--- Task description ---
Go through the records and report each line in which the word "edges" occurs.

--- Material provided ---

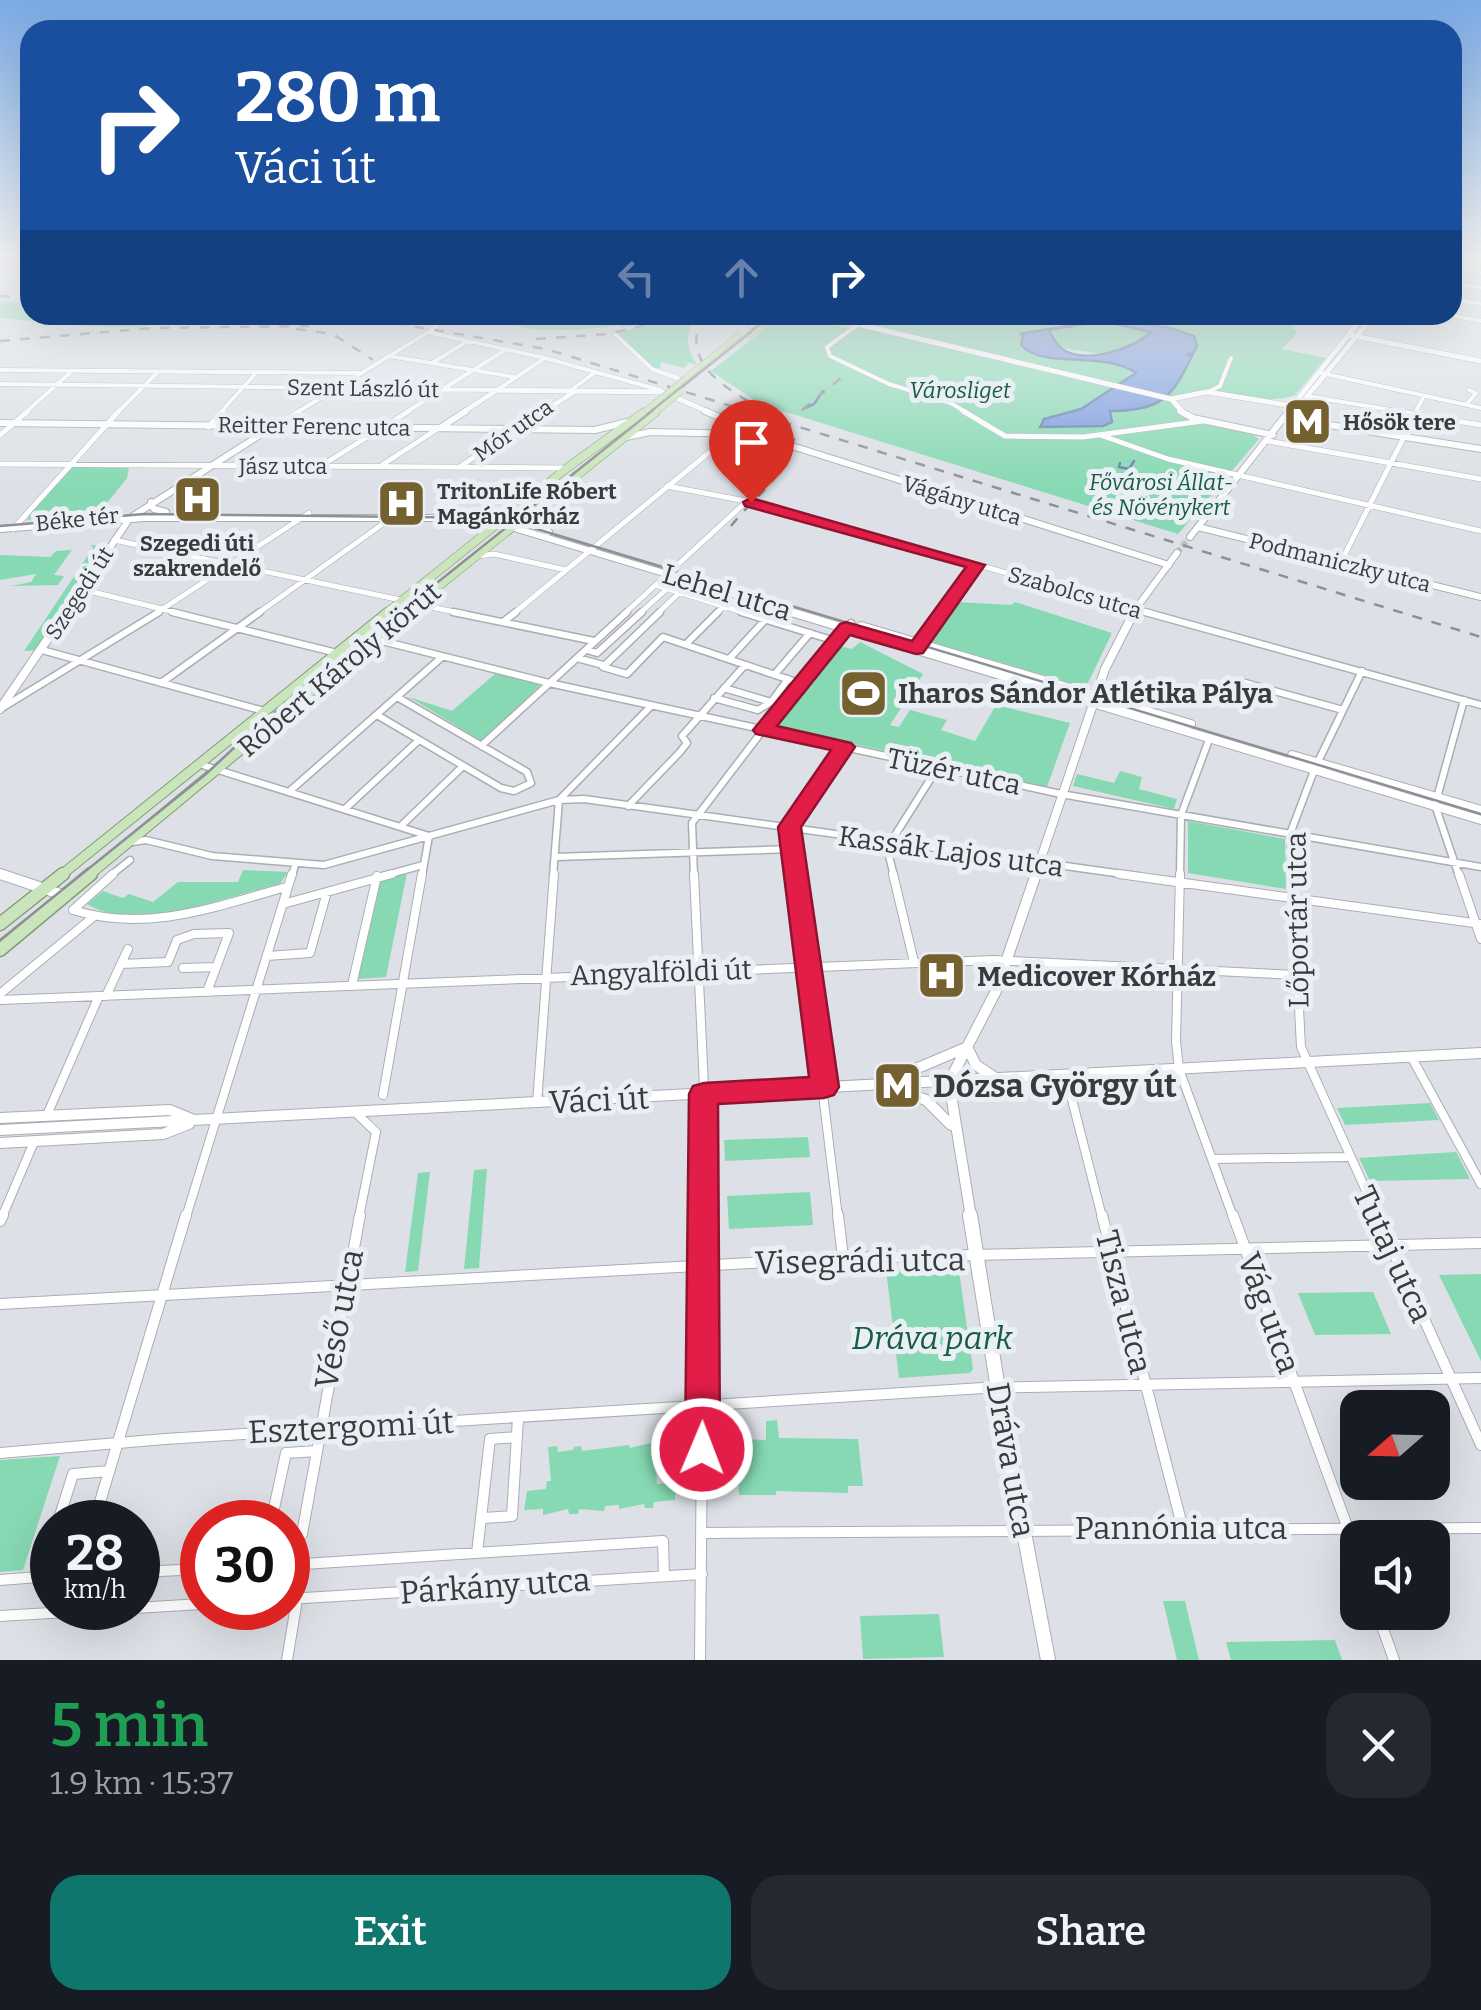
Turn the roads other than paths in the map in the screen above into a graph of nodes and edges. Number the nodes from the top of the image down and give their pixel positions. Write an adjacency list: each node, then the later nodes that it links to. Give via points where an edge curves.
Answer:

==

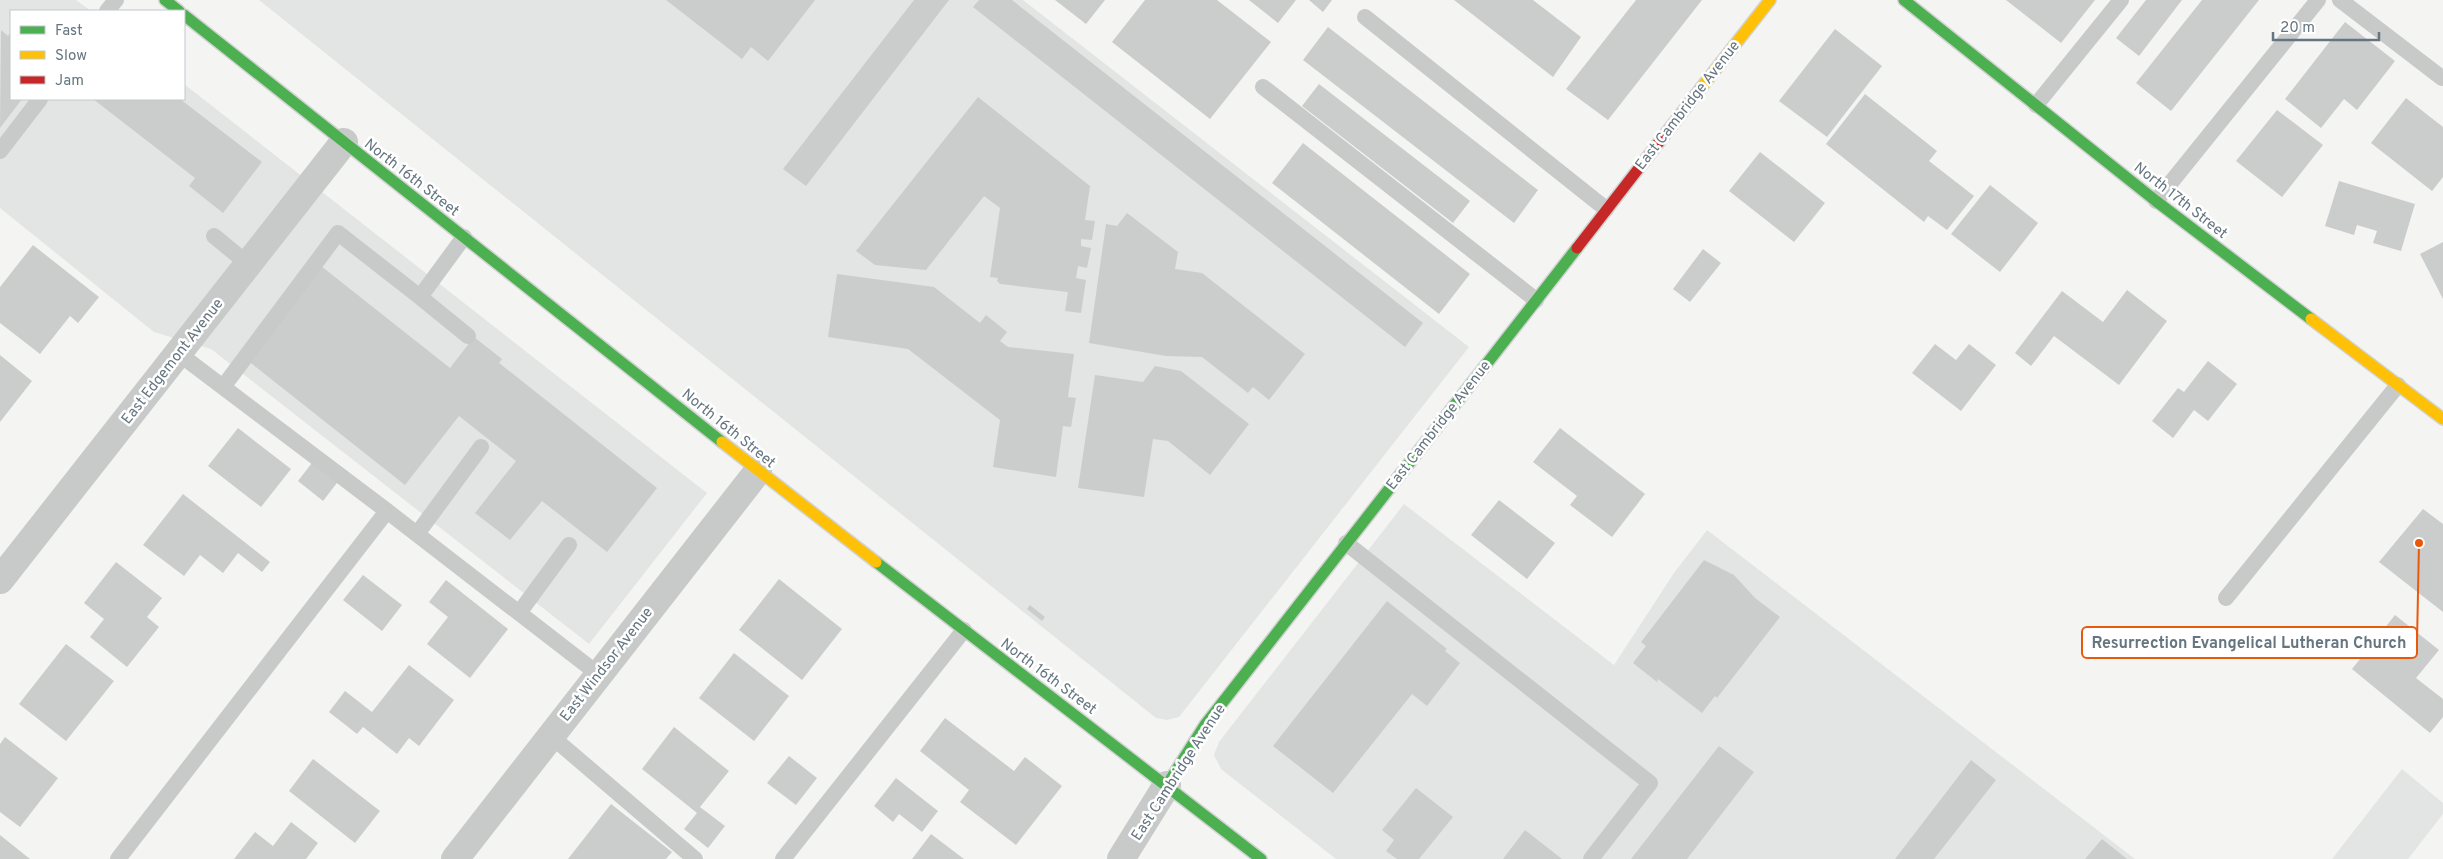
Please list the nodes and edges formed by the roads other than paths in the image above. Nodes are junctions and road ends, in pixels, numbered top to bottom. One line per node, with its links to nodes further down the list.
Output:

--- Exercise output ---
Turn the roads other than paths in the map in the screen above into a graph of nodes and edges. Number the nodes from the top of the image down and give their pixel positions. Write an adjacency list: each node, then the later nodes that it links to. Give via points where an edge curves.
Please list the nodes and edges formed by the roads other than paths in the image above. Nodes are junctions and road ends, in pixels, numbered top to bottom. One line per node, with its links to nodes further down the list.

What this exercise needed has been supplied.